DESCRIPTION OF THE TASK: When you copy the records that follow, please keep every word exactly as it is and leave out the pictures.

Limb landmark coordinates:
=== Section Start ===

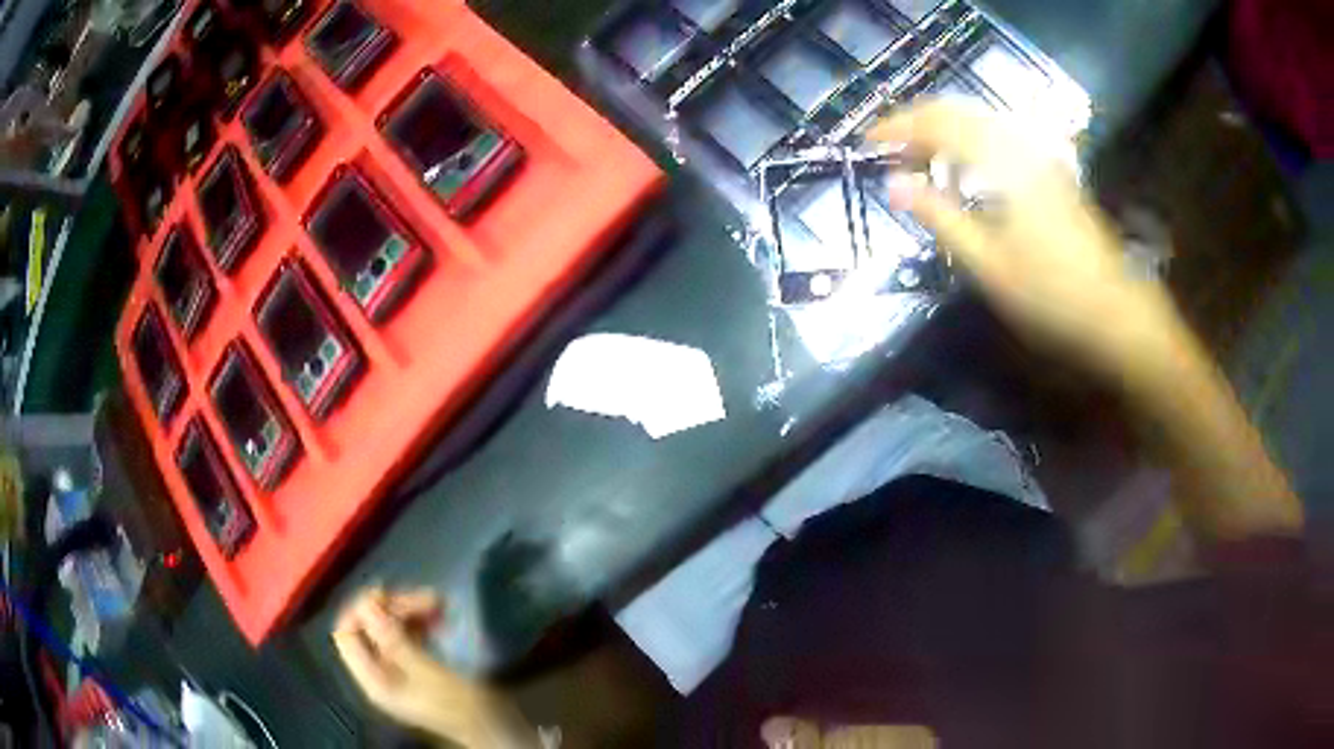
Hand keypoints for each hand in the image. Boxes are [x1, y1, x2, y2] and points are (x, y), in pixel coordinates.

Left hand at [332, 587, 538, 747]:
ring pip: (388, 629)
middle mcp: (378, 674)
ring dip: (408, 612)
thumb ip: (393, 641)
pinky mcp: (415, 668)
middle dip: (393, 609)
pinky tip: (438, 617)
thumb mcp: (429, 674)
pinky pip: (404, 637)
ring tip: (439, 603)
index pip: (346, 634)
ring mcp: (396, 671)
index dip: (361, 609)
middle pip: (368, 628)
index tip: (390, 592)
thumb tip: (366, 604)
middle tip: (429, 599)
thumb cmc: (463, 706)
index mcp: (374, 679)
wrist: (497, 732)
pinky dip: (417, 623)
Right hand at [869, 100, 1185, 384]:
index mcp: (1003, 160)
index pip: (938, 122)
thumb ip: (940, 216)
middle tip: (890, 153)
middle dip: (918, 125)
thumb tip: (893, 185)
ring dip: (944, 133)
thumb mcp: (988, 263)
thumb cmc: (1051, 294)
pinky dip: (970, 145)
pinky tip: (965, 172)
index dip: (898, 127)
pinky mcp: (1052, 171)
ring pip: (980, 123)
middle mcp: (1021, 144)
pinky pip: (1000, 139)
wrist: (1116, 313)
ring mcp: (1041, 155)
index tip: (867, 144)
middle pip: (959, 113)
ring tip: (920, 162)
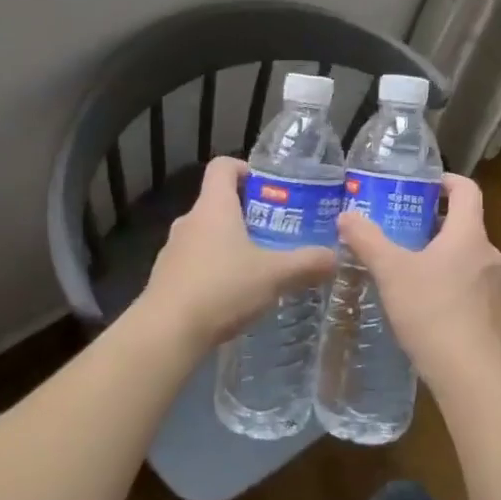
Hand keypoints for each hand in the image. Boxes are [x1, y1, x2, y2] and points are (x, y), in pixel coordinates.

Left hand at [140, 157, 337, 349]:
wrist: (166, 333)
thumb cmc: (222, 289)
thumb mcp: (274, 275)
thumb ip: (307, 263)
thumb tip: (335, 257)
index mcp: (214, 206)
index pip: (223, 166)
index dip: (246, 168)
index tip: (270, 187)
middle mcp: (190, 220)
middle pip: (218, 201)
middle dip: (248, 213)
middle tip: (278, 231)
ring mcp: (173, 250)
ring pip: (207, 234)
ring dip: (231, 243)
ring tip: (260, 266)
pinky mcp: (166, 278)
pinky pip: (196, 262)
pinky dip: (215, 269)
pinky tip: (234, 295)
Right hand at [337, 173, 500, 395]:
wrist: (469, 373)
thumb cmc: (431, 310)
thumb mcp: (391, 271)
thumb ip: (367, 240)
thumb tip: (346, 216)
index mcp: (469, 234)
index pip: (467, 190)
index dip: (447, 180)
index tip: (423, 184)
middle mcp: (488, 254)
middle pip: (465, 224)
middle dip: (434, 221)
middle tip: (401, 227)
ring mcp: (494, 286)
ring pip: (466, 257)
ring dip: (441, 254)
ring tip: (407, 266)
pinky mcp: (493, 315)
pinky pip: (469, 286)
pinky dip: (448, 283)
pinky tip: (423, 304)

=== Section End ===

TASK SOLUTION:
Hand keypoints for each hand in the image. Boxes are [x1, y1, x2, y2] and points are (x, y), in pixel coordinates.

Left hand at [332, 587, 538, 747]:
ring pip: (388, 629)
middle mcp: (378, 674)
ring dip: (408, 612)
thumb ip: (393, 641)
pinky mcp: (415, 668)
middle dip: (393, 609)
pinky tip: (438, 617)
thumb mcp: (429, 674)
pinky pip: (404, 637)
ring tip: (439, 603)
index pip: (346, 634)
ring mcp: (396, 671)
index dip: (361, 609)
middle pip: (368, 628)
index tip: (390, 592)
thumb tip: (366, 604)
middle tip: (429, 599)
thumb cmc: (463, 706)
index mcp: (374, 679)
wrist: (497, 732)
pinky dip: (417, 623)
Right hand at [869, 100, 1185, 384]:
index mcp: (1003, 160)
index pip: (938, 122)
thumb ip: (940, 216)
middle tip: (890, 153)
middle dip: (918, 125)
thumb tip: (893, 185)
ring dip: (944, 133)
thumb mcp: (988, 263)
thumb cmc: (1051, 294)
pinky dip: (970, 145)
pinky tip: (965, 172)
index dip: (898, 127)
pinky mcp: (1052, 171)
ring pip: (980, 123)
middle mcp: (1021, 144)
pinky pip: (1000, 139)
wrist: (1116, 313)
ring mcp: (1041, 155)
index tip: (867, 144)
middle pip: (959, 113)
ring tip: (920, 162)
Hand keypoints for each hand in the image. Boxes are [x1, y1, x2, y2] and points are (x, y), in pixel coordinates.

Left hand at [140, 157, 337, 349]:
wrist: (166, 333)
thumb cmc: (222, 289)
thumb mcp: (274, 275)
thumb ip: (307, 263)
thumb tip: (335, 257)
index mcp: (214, 206)
index pip: (223, 166)
index dip: (246, 168)
index tip: (270, 187)
middle mcp: (190, 220)
middle pip: (218, 201)
middle dip: (248, 213)
middle tip: (278, 231)
ring mcp: (173, 250)
ring pip: (207, 234)
ring dip: (231, 243)
ring tip: (260, 266)
pinky mcp: (166, 278)
pinky pip: (196, 262)
pinky dip: (215, 269)
pinky tip: (234, 295)
Right hand at [337, 173, 500, 395]:
wrist: (469, 373)
thumb cmc: (431, 310)
thumb mcp: (391, 271)
thumb ip: (367, 240)
thumb tip: (346, 216)
index mcp: (469, 234)
index pip: (467, 190)
index dip: (447, 180)
index tip: (423, 184)
middle mcp: (488, 254)
middle pip: (465, 224)
middle dip: (434, 221)
middle tip: (401, 227)
ring mcp: (494, 286)
ring pip: (466, 257)
ring dip: (441, 254)
ring tip: (407, 266)
pinky mcp: (493, 315)
pinky pip: (469, 286)
pinky dip: (448, 283)
pinky tip: (423, 304)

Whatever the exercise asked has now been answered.